The idea that x: str = returns_any() might be intended to apply some static typing safety at the boundary with an untyped library is a really good point. In general, I think there's a good argument that we should weight explicit type annotations highly, since they are the developer trying to communicate with us, and it's frustrating to try to communicate and not be listened to. (I'm imagining a hypothetical developer trying to add annotations to say "no really, consider this a string please!" and getting frustrated that we just insist on going with the inferred type from the RHS, or an intersection of the two types, instead.)
I wonder what the overall impact would look like if we always simply preferred the declared type over the inferred type, when there is an explicit declaration.
On the other hand, I was recently told by a mypy developer that mypy has a longstanding intention to change its behavior of always preferring the declared type. So that suggests that may not be the route we want to take.
Both mypy and pyright agree that x: str = returns_any(); x + 1 should be an error. I think this is the most user friendly behaviour, for the reasons in Carl's last message
(Off topic, but at some point, I think Carl had mentioned wanting if isinstance(x, str) to not narrow from Any. I'm not convinced about that behaviour for the similar reason that false negatives where it feels the false negative is because the type checker didn't listen to you are frustrating)

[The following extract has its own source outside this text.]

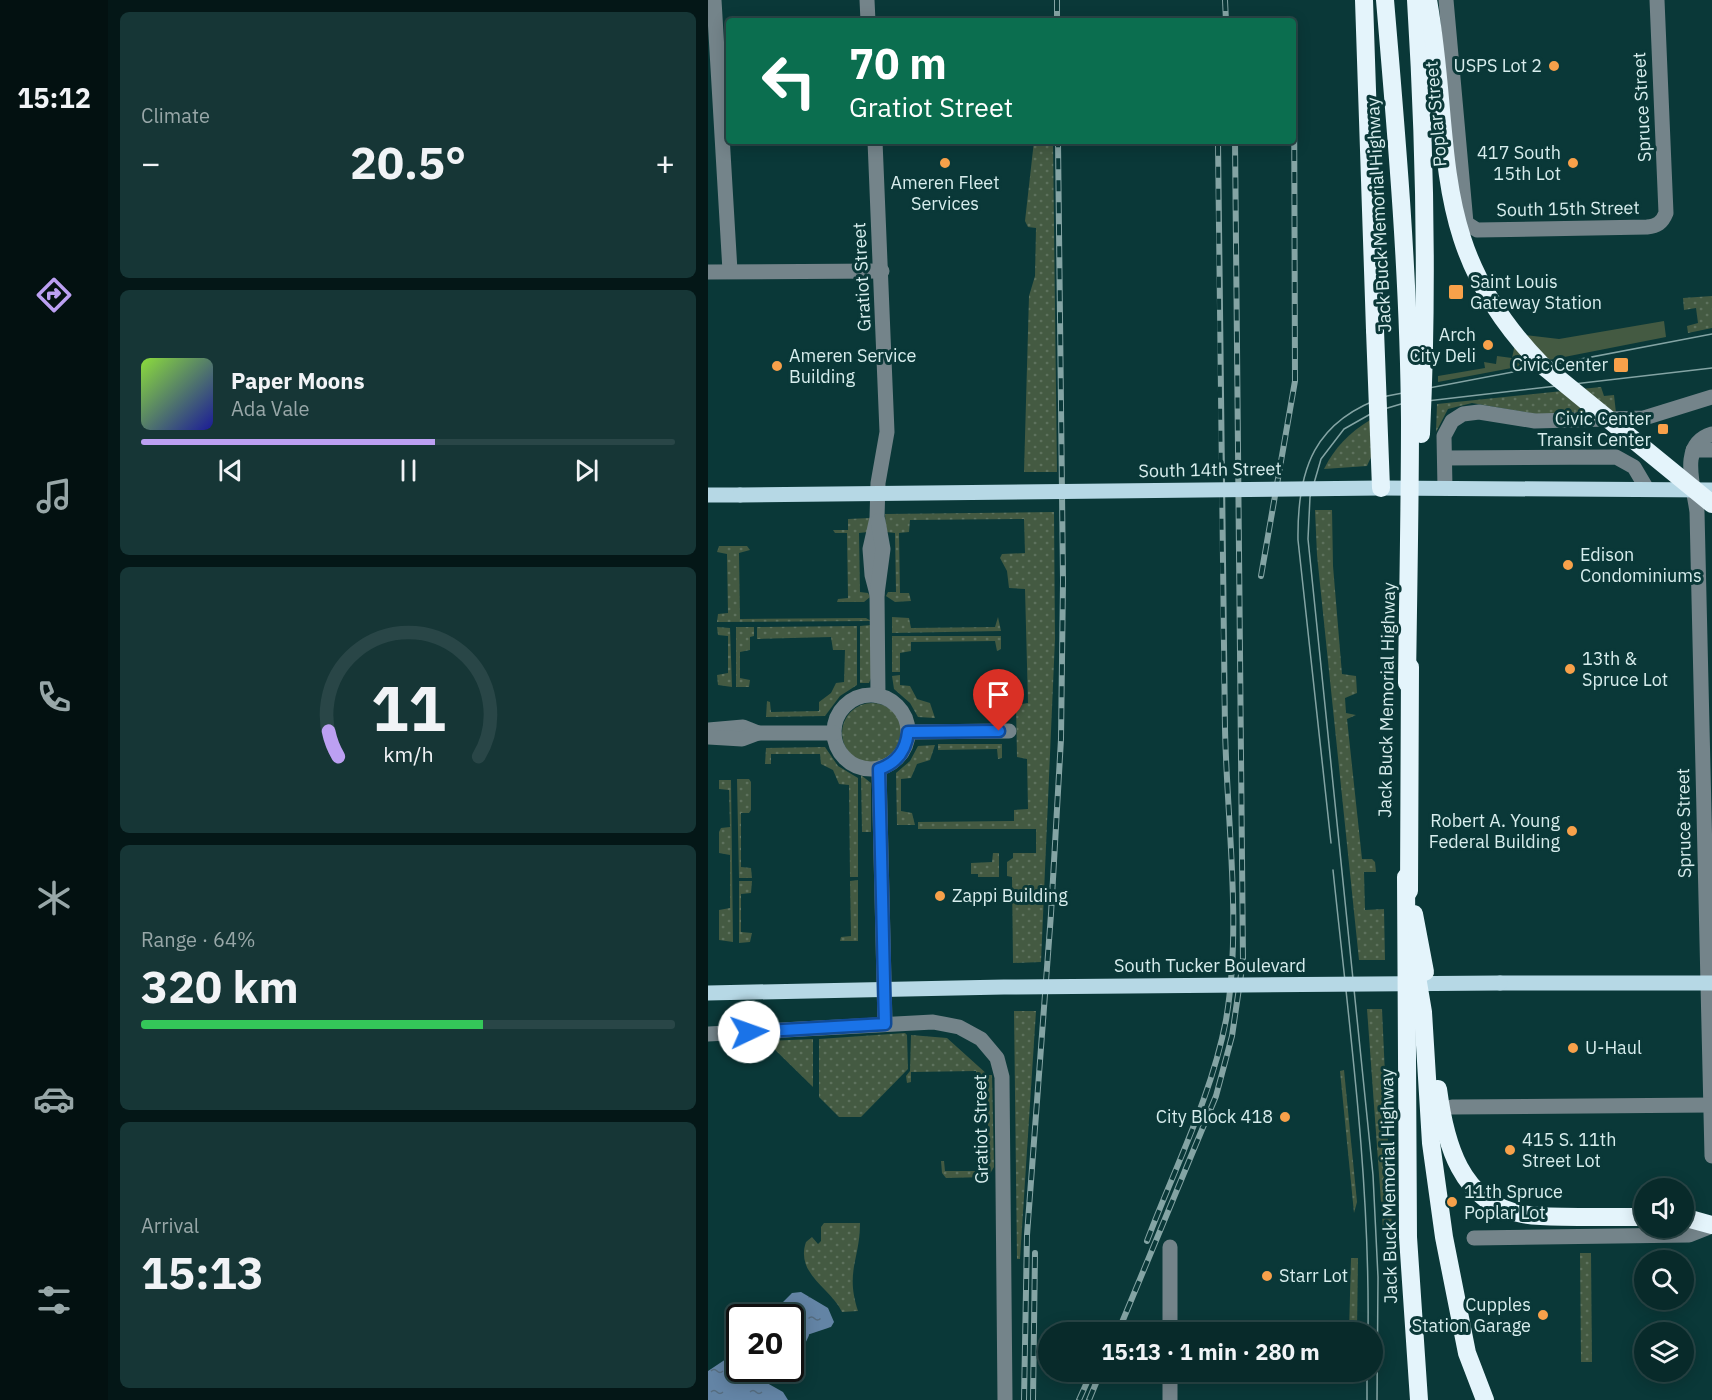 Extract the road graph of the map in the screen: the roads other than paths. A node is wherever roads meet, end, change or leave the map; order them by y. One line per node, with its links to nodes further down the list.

For some previous discussion, see:
- https://mail.python.org/archives/list/[email protected]/thread/GYVM5KEE6URE6PAH7UTK6324M7GWSFQS/
- https://github.com/python/mypy/issues/2008
Roughly speaking, I anticipate any mypy changes here to be on the lines of making x: typ; x = value and x: typ = value behave more consistently and only preserving the casting like behaviour in x: typ = value if typ is a gradual form
I feel somewhat strongly about isinstance(x, str) from x as Any narrowing to str & Any (which will basically behave like Any), not to str, because the latter is not defensible in terms of gradual typing theory, and violates the gradual guarantee. I think freely violating the gradual guarantee (in general) is a significant cause of Python typing being hard to adopt in existing untyped codebases, and turns people off of typing (and the people it turns off are thus under-represented among current vocal typing users). You run a static type checker on your working codebase, and it gives you a bunch of false positive errors right off the bat, and you have to add a bunch of annotations to make it happy before you can even turn it on. (This is true even with mypy's very coarse-grained form of "gradual typing" where it doesn't check the bodies of un-annotated functions, which I don't want to emulate.)
From the user perspective I also don't think it's the same; an isinstance check is IMO not in the same category of "no really, I want this to be considered this type" as an explicit type annotation.
Preferring the declared type over the inferred type in an annotated assignment also doesn't violate the gradual guarantee, just gives you a (potentially) less precise type.
It is hard to reconcile consistently with type narrowing from assignments, though, which is mypy's issue (and would be a problem for us, too, if we tried to go the direction of privileging explicit annotations more.)